Data:

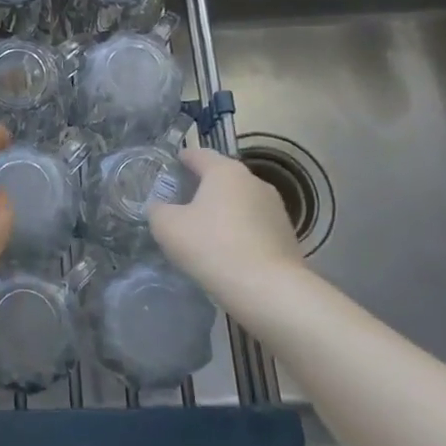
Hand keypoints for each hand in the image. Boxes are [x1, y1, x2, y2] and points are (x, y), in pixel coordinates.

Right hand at [148, 147, 303, 302]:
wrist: (269, 290)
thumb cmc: (213, 247)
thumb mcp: (168, 227)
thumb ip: (158, 210)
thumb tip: (160, 207)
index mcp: (225, 171)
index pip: (199, 154)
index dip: (182, 158)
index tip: (172, 166)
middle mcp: (254, 181)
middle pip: (222, 177)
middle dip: (203, 186)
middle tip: (183, 202)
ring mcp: (275, 208)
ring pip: (241, 201)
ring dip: (224, 210)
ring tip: (206, 230)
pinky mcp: (287, 235)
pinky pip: (255, 225)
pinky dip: (241, 231)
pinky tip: (229, 250)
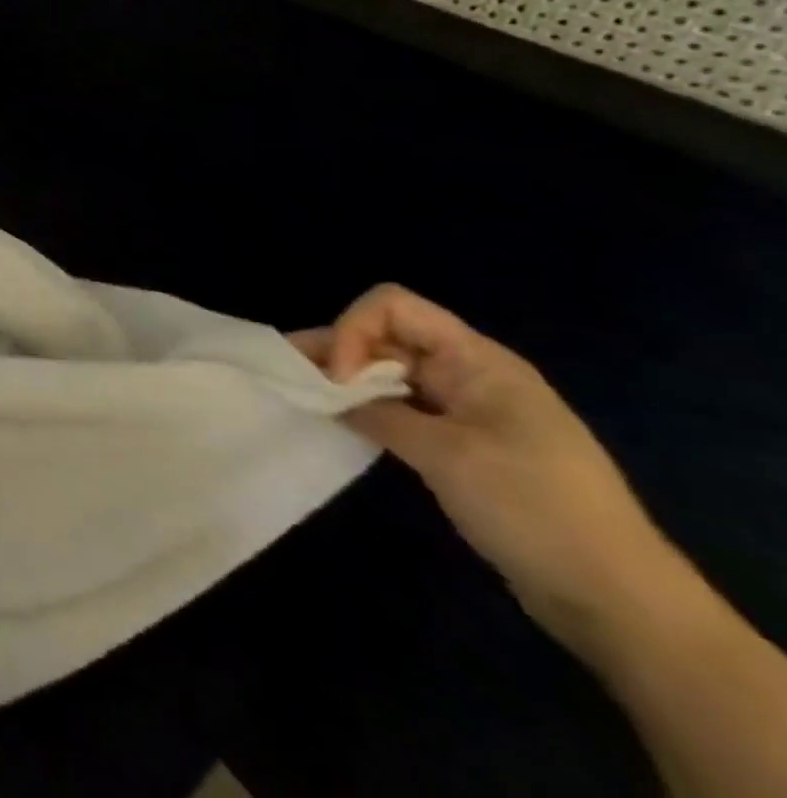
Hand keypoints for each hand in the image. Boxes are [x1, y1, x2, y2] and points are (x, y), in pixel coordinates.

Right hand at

Exercise aim: Everything from the line containing "middle pip: (222, 177)" through the end of the data should be printed exactly, line for line, except the pictures.

Response:
middle pip: (222, 177)
middle dip: (203, 186)
middle tip: (183, 202)
ring mcp: (275, 208)
ring pip: (241, 201)
ring dip: (224, 210)
ring tip: (206, 230)
pinky mcp: (287, 235)
pinky pip: (255, 225)
pinky dip: (241, 231)
pinky tip: (229, 250)
Hand keypoints for each hand in the image. Boxes are [x1, y1, x2, y2] and points are (x, y), in pixel coordinates.

Right hand at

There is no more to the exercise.